What we have here is the intangible responsibility of technology. It’s intangible and odd because technology is merely a tool — something that is at the beck and call of its human creator or user — in gun crime, we rarely blame the gun. But think about it: a car has responsibility to get you from A to B; a toaster must toast your bread satisfactorily; when you push a light switch, it better turn on. Whether we like it or not, a gun has to shoot when you pull the trigger. This ties back into the ethics of technology and the killer robot: is it ethically wrong that the Internet can be turned off for an entire country? Should guns or cars or toasters have remote switches that can be toggled off by the president of a nation?

We decide, via democracy, to place people in positions of power with vast amounts of power.
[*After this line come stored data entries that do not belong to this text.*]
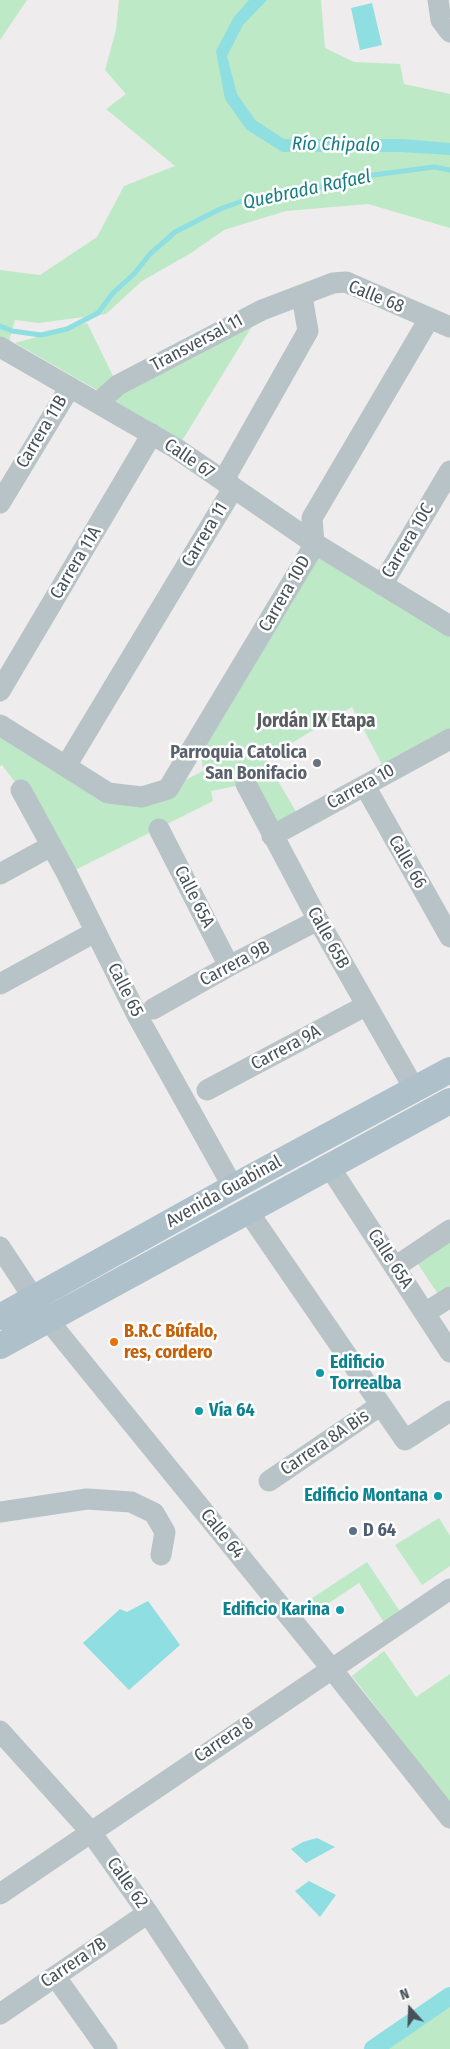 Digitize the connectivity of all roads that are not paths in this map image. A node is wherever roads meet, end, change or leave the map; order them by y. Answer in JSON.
{"nodes":[{"id":1,"x":438,"y":0,"type":"edge"},
{"id":2,"x":450,"y":32,"type":"edge"},
{"id":3,"x":302,"y":296,"type":"junction"},
{"id":4,"x":429,"y":319,"type":"junction"},
{"id":5,"x":450,"y":327,"type":"edge"},
{"id":6,"x":0,"y":347,"type":"edge"},
{"id":7,"x":70,"y":386,"type":"junction"},
{"id":8,"x":99,"y":402,"type":"junction"},
{"id":9,"x":152,"y":434,"type":"junction"},
{"id":10,"x":450,"y":471,"type":"edge"},
{"id":11,"x":231,"y":487,"type":"junction"},
{"id":12,"x":0,"y":504,"type":"edge"},
{"id":13,"x":314,"y":543,"type":"junction"},
{"id":14,"x":382,"y":585,"type":"junction"},
{"id":15,"x":450,"y":626,"type":"edge"},
{"id":16,"x":0,"y":691,"type":"edge"},
{"id":17,"x":0,"y":725,"type":"edge"},
{"id":18,"x":450,"y":739,"type":"edge"},
{"id":19,"x":66,"y":766,"type":"junction"},
{"id":20,"x":246,"y":784,"type":"dead end"},
{"id":21,"x":365,"y":786,"type":"junction"},
{"id":22,"x":22,"y":790,"type":"dead end"},
{"id":23,"x":159,"y":828,"type":"dead end"},
{"id":24,"x":272,"y":836,"type":"junction"},
{"id":25,"x":51,"y":846,"type":"junction"},
{"id":26,"x":0,"y":874,"type":"edge"},
{"id":27,"x":318,"y":920,"type":"junction"},
{"id":28,"x":96,"y":932,"type":"junction"},
{"id":29,"x":450,"y":937,"type":"edge"},
{"id":30,"x":229,"y":966,"type":"junction"},
{"id":31,"x":0,"y":984,"type":"edge"},
{"id":32,"x":365,"y":1006,"type":"junction"},
{"id":33,"x":153,"y":1009,"type":"dead end"},
{"id":34,"x":450,"y":1070,"type":"edge"},
{"id":35,"x":207,"y":1090,"type":"dead end"},
{"id":36,"x":415,"y":1090,"type":"junction"},
{"id":37,"x":450,"y":1101,"type":"edge"},
{"id":38,"x":329,"y":1166,"type":"junction"},
{"id":39,"x":233,"y":1187,"type":"junction"},
{"id":40,"x":247,"y":1210,"type":"junction"},
{"id":41,"x":450,"y":1230,"type":"edge"},
{"id":42,"x":0,"y":1247,"type":"edge"},
{"id":43,"x":395,"y":1267,"type":"junction"},
{"id":44,"x":450,"y":1297,"type":"edge"},
{"id":45,"x":35,"y":1298,"type":"junction"},
{"id":46,"x":425,"y":1313,"type":"junction"},
{"id":47,"x":0,"y":1317,"type":"edge"},
{"id":48,"x":48,"y":1320,"type":"junction"},
{"id":49,"x":0,"y":1346,"type":"edge"},
{"id":50,"x":450,"y":1352,"type":"edge"},
{"id":51,"x":381,"y":1405,"type":"junction"},
{"id":52,"x":450,"y":1411,"type":"edge"},
{"id":53,"x":269,"y":1481,"type":"dead end"},
{"id":54,"x":0,"y":1512,"type":"edge"},
{"id":55,"x":161,"y":1555,"type":"dead end"},
{"id":56,"x":450,"y":1589,"type":"edge"},
{"id":57,"x":331,"y":1668,"type":"junction"},
{"id":58,"x":0,"y":1730,"type":"edge"},
{"id":59,"x":450,"y":1818,"type":"edge"},
{"id":60,"x":90,"y":1831,"type":"junction"},
{"id":61,"x":0,"y":1894,"type":"edge"},
{"id":62,"x":148,"y":1913,"type":"junction"},
{"id":63,"x":55,"y":1976,"type":"junction"},
{"id":64,"x":0,"y":2014,"type":"edge"},
{"id":65,"x":107,"y":2049,"type":"edge"},
{"id":66,"x":238,"y":2049,"type":"edge"}],
"edges":[{"from":1,"to":2,"type":"street"},
{"from":3,"to":4,"type":"street","name":"Calle 68"},
{"from":3,"to":8,"type":"street","name":"Transversal 11"},
{"from":3,"to":11,"type":"street","name":"Carrera 11"},
{"from":4,"to":5,"type":"street","name":"Calle 68"},
{"from":4,"to":13,"type":"street","name":"Carrera 10D"},
{"from":6,"to":7,"type":"street","name":"Calle 67"},
{"from":7,"to":8,"type":"street","name":"Calle 67"},
{"from":7,"to":12,"type":"street","name":"Carrera 11B"},
{"from":8,"to":9,"type":"street","name":"Calle 67"},
{"from":9,"to":11,"type":"street","name":"Calle 67"},
{"from":9,"to":16,"type":"street","name":"Carrera 11A"},
{"from":10,"to":14,"type":"street","name":"Carrera 10C"},
{"from":11,"to":13,"type":"street","name":"Calle 67"},
{"from":11,"to":19,"type":"street","name":"Carrera 11"},
{"from":13,"to":14,"type":"street","name":"Calle 67"},
{"from":13,"to":19,"type":"street","name":"Carrera 10D"},
{"from":14,"to":15,"type":"street","name":"Calle 67"},
{"from":17,"to":19,"type":"street"},
{"from":18,"to":21,"type":"street","name":"Carrera 10"},
{"from":20,"to":24,"type":"street","name":"Calle 65B"},
{"from":21,"to":24,"type":"street","name":"Carrera 10"},
{"from":21,"to":29,"type":"street","name":"Calle 66"},
{"from":22,"to":25,"type":"street","name":"Calle 65"},
{"from":23,"to":30,"type":"street","name":"Calle 65A"},
{"from":24,"to":27,"type":"street","name":"Calle 65B"},
{"from":25,"to":26,"type":"street"},
{"from":25,"to":28,"type":"street","name":"Calle 65"},
{"from":27,"to":30,"type":"street","name":"Carrera 9B"},
{"from":27,"to":32,"type":"street","name":"Calle 65B"},
{"from":28,"to":31,"type":"street"},
{"from":28,"to":39,"type":"street","name":"Calle 65"},
{"from":30,"to":33,"type":"street","name":"Carrera 9B"},
{"from":32,"to":35,"type":"street","name":"Carrera 9A"},
{"from":32,"to":36,"type":"street","name":"Calle 65B"},
{"from":34,"to":36,"type":"main road","name":"Avenida Guabinal"},
{"from":36,"to":39,"type":"main road","name":"Avenida Guabinal"},
{"from":37,"to":38,"type":"main road","name":"Avenida Guabinal"},
{"from":38,"to":40,"type":"main road","name":"Avenida Guabinal"},
{"from":38,"to":43,"type":"street","name":"Calle 65A"},
{"from":39,"to":45,"type":"main road","name":"Avenida Guabinal"},
{"from":40,"to":48,"type":"main road","name":"Avenida Guabinal"},
{"from":40,"to":51,"type":"street"},
{"from":41,"to":43,"type":"street"},
{"from":42,"to":45,"type":"street","name":"Calle 64"},
{"from":43,"to":46,"type":"street","name":"Calle 65A"},
{"from":44,"to":46,"type":"street"},
{"from":45,"to":47,"type":"main road","name":"Avenida Guabinal"},
{"from":45,"to":48,"type":"street","name":"Calle 64"},
{"from":46,"to":50,"type":"street","name":"Calle 65A"},
{"from":48,"to":49,"type":"main road","name":"Avenida Guabinal"},
{"from":48,"to":57,"type":"street","name":"Calle 64"},
{"from":51,"to":52,"type":"street"},
{"from":51,"to":53,"type":"street","name":"Carrera 8A Bis"},
{"from":54,"to":55,"type":"street"},
{"from":56,"to":57,"type":"street","name":"Carrera 8"},
{"from":57,"to":59,"type":"street","name":"Calle 64"},
{"from":57,"to":60,"type":"street","name":"Carrera 8"},
{"from":58,"to":60,"type":"street","name":"Calle 62"},
{"from":60,"to":61,"type":"street","name":"Carrera 8"},
{"from":60,"to":62,"type":"street","name":"Calle 62"},
{"from":62,"to":63,"type":"street","name":"Carrera 7B"},
{"from":62,"to":66,"type":"street","name":"Calle 62"},
{"from":63,"to":64,"type":"street","name":"Carrera 7B"},
{"from":63,"to":65,"type":"street"}]}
We also push technology, via consensus, peer pressure and social adoption, into a position of power: The Internet (and the gun, the car, the toaster) reigns supreme only because of our reliance and continued use. Taking the Internet away is a bit like withdrawing clean water or electricity — but we can’t quite appreciate the scope of that yet because it’s so young, so nascent and only two generations have lived with the Internet in their lives.

Responsibility literally means ‘answering to your actions’. Think of how many of your actions have been made possible via technology: those flights abroad, the photos you take, the last-minute Christmas shopping you do online. It is vital that we understand the responsibility that technology has in our lives.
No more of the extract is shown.